What is risk parity (RP)?

Simply put, it is a method of allocating equal risk shares to each asset in the portfolio. In more traditional allocation schemes, equity, being the riskiest asset (and hence providing the highest reward), has typically received the lion’s share. With RP, equalization of risk contribution means that equity and other similarly risky assets receive a reduced allocation and low risk assets such as government bonds an increased allocation. As a result, in order to achieve ‘equity-like’ total returns, leverage has typically been used in this context, possibly using a target risk level. Under certain circumstances, namely when all assets have the same risk-to-reward ratios, the RP allocation is equivalent to the tangent portfolio. In the case where only the risks are equal, then the RP allocation is generally equivalent to the equal weight (1/n) portfolio, whilst it coincides with the minimum risk portfolio when cross diversification is highest (though that may be a tricky concept to describe when going beyond the mean-variance paradigm).
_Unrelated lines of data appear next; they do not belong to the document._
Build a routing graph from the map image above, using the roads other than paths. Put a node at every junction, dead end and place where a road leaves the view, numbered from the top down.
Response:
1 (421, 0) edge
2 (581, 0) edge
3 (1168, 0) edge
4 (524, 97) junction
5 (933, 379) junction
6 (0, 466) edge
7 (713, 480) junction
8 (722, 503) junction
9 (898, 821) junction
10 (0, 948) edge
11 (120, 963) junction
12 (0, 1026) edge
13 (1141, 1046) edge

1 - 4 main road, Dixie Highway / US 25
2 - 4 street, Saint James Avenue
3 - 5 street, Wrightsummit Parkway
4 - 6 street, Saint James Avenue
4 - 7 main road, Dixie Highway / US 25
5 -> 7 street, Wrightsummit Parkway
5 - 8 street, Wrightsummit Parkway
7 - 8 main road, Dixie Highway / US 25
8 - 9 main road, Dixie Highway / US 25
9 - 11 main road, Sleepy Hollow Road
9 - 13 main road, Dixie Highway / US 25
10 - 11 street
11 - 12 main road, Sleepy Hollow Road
Of course, like all portfolio problems, we are speaking of our expectations of future risk. And this is one of the key benefits, argue the proponents of RP, since variance is much more stable and easier to forecast than the returns. Therefore, lying somewhere between the minimum risk and optimal risk portfolios, making use of only the ‘risk’ rather than the reward in the calculation, and backed up by an apparently stellar performance resulting from the recent decline in US Treasury rates, one might wonder why portfolio allocation is still taught at university.
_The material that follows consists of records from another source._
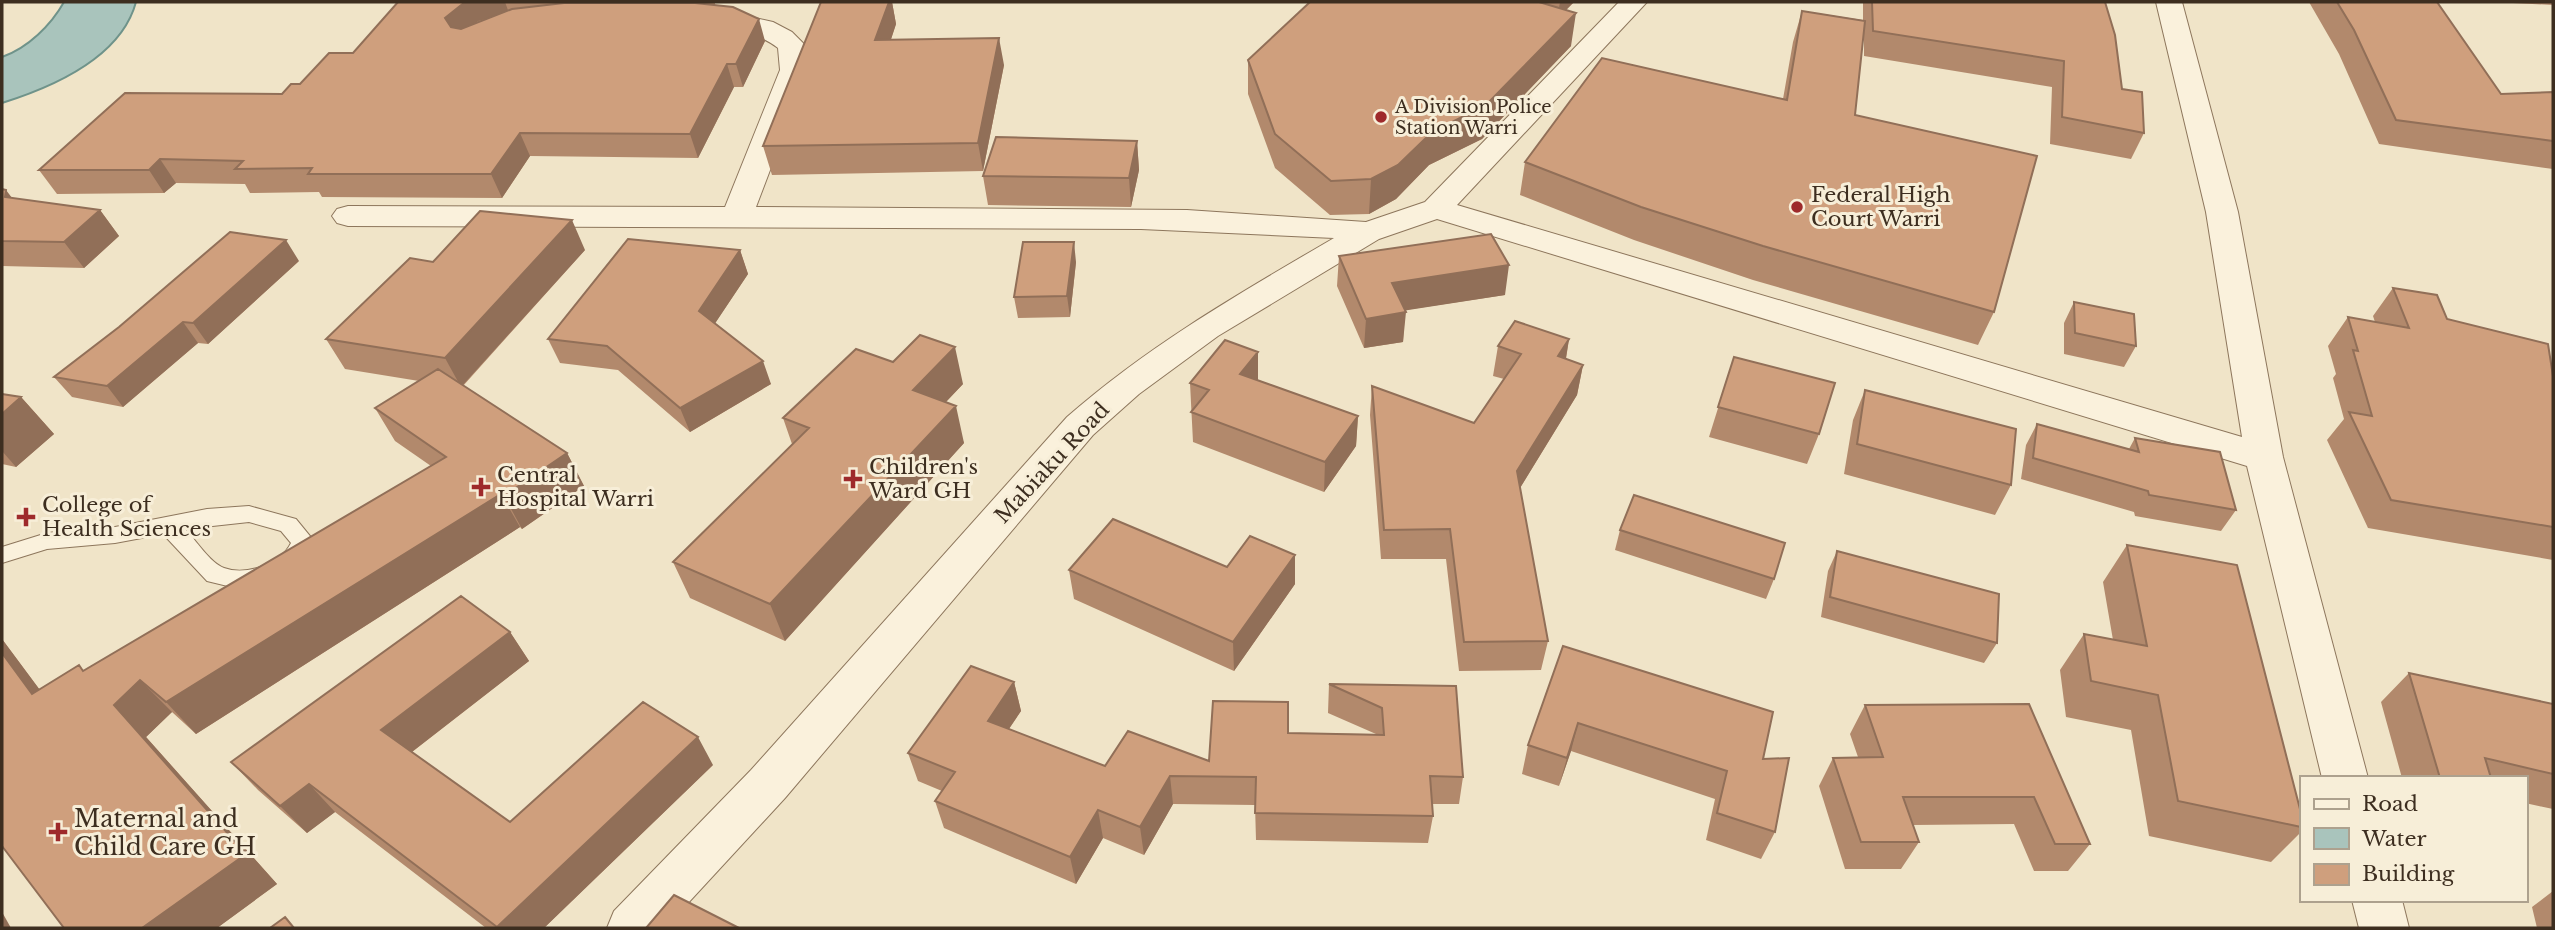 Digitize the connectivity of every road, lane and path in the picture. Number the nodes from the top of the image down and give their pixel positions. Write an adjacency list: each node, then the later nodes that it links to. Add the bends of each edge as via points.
1 (1634, 2): 4 (street, Mabiaku Road, via 1582,38)
2 (2169, 2): 8 (street, via 2222,212)
3 (688, 15): 6 (street, via 745,20 775,32 791,45 794,70)
4 (1436, 209): 7 (street, Mabiaku Road); 8 (street)
5 (348, 216): 6 (street)
6 (737, 216): 7 (street, via 1169,220)
7 (1368, 232): 13 (street, Mabiaku Road, via 1206,328 1126,385 1080,426 768,784)
8 (2264, 457): 11 (street)
9 (167, 524): 9 (lane, via 249,514 288,525 303,541 296,556 273,572 240,580 215,575); 10 (lane, via 115,535 47,541)
10 (2, 555)
11 (2344, 776)
12 (2378, 902): 14 (street)
13 (632, 928)
14 (2384, 928)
In this author’s opinion, RP is not a proper model of asset allocation, does not contain that key ingredient called an active forecast which is after all what managers are rewarded for producing, and is likely to create complacency because of its oversimplified approach to the problem of forecast uncertainty. In this article I provide 2 applications based on different datasets with different characteristics in order to highlight some issues with the RP approach. I examine different risk\(^1\) measures, within a simple parametric DGP framework for generating forecasts, and find that even with such a simple approach RP cannot outperform the optimal risk-reward strategy or even the minimum risk strategy in a well diversified universe.

Initial Formalities

Formally, consider the marginal contribution to risk (MCR) of each asset (\(i\) of \(n\)) given a risk measure \( \rho\left(x\right) \):
MC{R_i} = \frac{{\partial \rho \left( x \right)}}{{\partial {x_i}}}
which when multiplied by the asset’s share and summed leads to the total portfolio risk (TR):
TR = \sum\limits_{\forall i} {{x_i}MC{R_i}}
One way to solve the general RP problem was already suggested by Maillard, Roncalli and Teïletche (2010) as a squared error minimization type problem which can be easily solved with an SQP solver:
\mathop {{\text{min}}}\limits_{\mathbf{x}} {\text{ }}\sum\limits_{j = 1}^n {\sum\limits_{i = 1}^n {{{\left( {{x_i}MC{R_i} – {x_j}MC{R_j}} \right)}^2}} }\\
s.t. \\
\sum\limits_{\forall i} {{x_i} = b} \\
{\mathbf{x}} \geqslant 0 \\
where \( b \) is the budget constraint. It should be clear that MCR is just the gradient of the risk function. Since all NLP risk functions in the parma package have analytic gradients (see the vignette for details), then the extension of RP to other measures beyond variance is quite trivial. For the case of variance, a fast algorithm using Newton’s method proposed by Chaves, Hsu and Shakernia (2012) is also available and tests conducted indicate that it is upto 100x faster than the equivalent SQP optimization (though we are already talking about tenths of a second anyway).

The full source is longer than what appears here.